In one of my previous posts, I talked about breaking the change down. I’m a really strong believer in the role that leaders play in making change happen but consider how tough that role can be when the change has been packaged in a big way. Leaders can in fact give themselves a helping hand by breaking every change they are making down into smaller chunks – little and often. This might seem a little counter intuitive ie. how do can you make a step change if you break the change down into smaller less noticeable lumps, do you end up actually achieving anything? Well the answer is yes.

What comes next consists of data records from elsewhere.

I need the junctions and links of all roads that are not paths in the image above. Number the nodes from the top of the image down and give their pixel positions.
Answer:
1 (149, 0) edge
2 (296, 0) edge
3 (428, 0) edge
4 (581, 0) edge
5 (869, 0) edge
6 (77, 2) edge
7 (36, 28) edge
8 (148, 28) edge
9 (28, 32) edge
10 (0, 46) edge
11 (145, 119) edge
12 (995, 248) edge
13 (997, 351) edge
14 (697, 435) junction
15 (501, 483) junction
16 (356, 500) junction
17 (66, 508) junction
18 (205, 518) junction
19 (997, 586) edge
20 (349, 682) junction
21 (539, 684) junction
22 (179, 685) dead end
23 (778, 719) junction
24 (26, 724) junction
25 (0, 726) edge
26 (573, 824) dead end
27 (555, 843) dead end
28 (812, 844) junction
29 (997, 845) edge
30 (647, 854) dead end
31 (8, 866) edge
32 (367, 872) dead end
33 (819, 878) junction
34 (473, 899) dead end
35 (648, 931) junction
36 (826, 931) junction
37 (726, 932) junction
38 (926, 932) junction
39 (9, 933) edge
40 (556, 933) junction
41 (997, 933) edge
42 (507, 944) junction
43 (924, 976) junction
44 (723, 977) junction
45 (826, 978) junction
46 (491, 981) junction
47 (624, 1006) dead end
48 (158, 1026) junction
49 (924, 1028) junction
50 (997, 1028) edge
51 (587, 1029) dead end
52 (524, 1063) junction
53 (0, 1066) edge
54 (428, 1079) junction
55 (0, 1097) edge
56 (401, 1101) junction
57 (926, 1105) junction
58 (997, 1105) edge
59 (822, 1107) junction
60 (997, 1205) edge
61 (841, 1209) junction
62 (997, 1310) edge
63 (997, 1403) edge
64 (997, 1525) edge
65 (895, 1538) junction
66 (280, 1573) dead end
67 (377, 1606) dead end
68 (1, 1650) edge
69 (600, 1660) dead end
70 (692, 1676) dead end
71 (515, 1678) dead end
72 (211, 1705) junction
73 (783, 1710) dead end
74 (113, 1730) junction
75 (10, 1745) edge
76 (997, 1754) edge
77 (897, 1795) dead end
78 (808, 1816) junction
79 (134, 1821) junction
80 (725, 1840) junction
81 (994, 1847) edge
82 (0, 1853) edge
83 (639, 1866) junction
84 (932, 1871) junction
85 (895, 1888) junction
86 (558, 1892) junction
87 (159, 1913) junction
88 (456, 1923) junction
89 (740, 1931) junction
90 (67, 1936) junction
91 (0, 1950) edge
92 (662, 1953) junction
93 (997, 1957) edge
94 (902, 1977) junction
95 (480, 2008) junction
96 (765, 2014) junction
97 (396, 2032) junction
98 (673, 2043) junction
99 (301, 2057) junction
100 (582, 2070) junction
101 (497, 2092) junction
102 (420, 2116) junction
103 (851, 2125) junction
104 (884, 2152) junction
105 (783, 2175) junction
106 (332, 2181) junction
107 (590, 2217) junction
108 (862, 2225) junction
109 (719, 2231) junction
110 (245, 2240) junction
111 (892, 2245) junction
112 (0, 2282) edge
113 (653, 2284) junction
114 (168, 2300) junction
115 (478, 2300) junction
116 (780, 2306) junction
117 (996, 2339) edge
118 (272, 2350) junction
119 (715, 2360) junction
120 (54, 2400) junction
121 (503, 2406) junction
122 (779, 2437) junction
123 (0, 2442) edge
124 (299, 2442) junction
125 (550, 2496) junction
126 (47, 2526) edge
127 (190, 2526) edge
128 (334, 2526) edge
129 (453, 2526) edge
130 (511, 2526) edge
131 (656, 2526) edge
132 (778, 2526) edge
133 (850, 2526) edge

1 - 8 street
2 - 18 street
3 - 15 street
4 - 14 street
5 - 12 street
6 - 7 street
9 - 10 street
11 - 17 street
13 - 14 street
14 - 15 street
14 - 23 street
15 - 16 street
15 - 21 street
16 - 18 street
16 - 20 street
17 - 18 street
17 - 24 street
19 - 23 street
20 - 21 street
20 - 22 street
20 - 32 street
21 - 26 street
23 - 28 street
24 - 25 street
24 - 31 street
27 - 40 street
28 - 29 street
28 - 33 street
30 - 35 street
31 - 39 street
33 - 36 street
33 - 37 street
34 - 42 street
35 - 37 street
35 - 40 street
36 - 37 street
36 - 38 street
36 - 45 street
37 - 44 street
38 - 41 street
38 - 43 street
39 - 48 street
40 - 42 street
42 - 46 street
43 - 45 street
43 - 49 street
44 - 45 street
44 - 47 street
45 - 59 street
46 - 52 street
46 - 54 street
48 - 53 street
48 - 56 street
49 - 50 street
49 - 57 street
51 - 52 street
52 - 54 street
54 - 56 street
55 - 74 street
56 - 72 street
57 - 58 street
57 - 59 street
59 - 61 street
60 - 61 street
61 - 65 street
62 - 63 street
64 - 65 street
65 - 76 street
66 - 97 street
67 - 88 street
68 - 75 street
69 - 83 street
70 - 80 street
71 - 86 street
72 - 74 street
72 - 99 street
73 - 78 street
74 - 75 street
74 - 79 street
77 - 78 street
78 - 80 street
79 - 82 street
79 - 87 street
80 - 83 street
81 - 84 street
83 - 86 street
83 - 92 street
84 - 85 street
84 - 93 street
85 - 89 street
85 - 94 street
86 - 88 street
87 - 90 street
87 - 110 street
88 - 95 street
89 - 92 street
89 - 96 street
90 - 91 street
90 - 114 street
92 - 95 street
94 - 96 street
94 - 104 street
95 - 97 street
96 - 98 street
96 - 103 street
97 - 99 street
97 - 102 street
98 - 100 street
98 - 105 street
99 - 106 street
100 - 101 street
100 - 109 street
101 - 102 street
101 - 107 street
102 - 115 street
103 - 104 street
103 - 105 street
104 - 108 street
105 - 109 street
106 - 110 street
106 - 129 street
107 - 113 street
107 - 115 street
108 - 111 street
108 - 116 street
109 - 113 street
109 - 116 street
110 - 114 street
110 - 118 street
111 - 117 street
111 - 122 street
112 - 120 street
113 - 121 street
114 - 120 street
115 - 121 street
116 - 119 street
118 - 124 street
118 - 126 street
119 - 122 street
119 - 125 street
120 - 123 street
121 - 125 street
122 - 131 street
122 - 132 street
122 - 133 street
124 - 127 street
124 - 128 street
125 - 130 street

The very fact that you approach it that way can stand you in good stead in delivering lasting benefits.
The issue with step change is that people find it difficult to switch overnight, they may get caught up in the enormity of what you have asked of them or may become overwhelmed by new expectations and more often than not will resist it making the role of leading it even harder. Consider instead a solid program of incremental change that happens under people’s “change radar” and easily within what they believe their capabilities are. You might just achieve that step change you are looking for without anyone realising what’s happened. This is not change by stealth since the objective here is not to be mysterious or underhand about what is changing but rather just to enact it piece by piece. You can still paint the vision but you can communicate the implementation parts of it in digestible chunks and start to build that culture of agility you need.
For example, it can be really tempting to think of a project/program you are delivering as one big implementation or release and therefore to do everything at once. Completely overhauling work processes alone with new systems and procedures can be quite a feat. Add to that some org and role change and you have a recipe for lots of potential emotion, resistance and distraction. The larger the change, the more chance people will get caught up in what is unfolding, become overwhelmed and perhaps not be supported enough by managers or a project team too thinly spread. Not a great place to be if your team’s performance is already going south.
Consider instead looking at all the people components of the change and working through what elements could be broken down into smaller chunks. What can be delivered early or sequenced over a few more months? For example, if you need to set up a new team or realign roles to manage a new system, consider doing it a few months before implementation and getting them focused on their new roles and KPIs before the new system gets implemented. If an org change is required but really isn’t central to the new systems being implemented, consider leaving everyone as they are, designing the processes with the future in mind and getting the new systems in first (perhaps doing so team by team). Any required reorganization could follow once the new system is in and performing how it should. Make the change a series of quick wins rather than a big bang.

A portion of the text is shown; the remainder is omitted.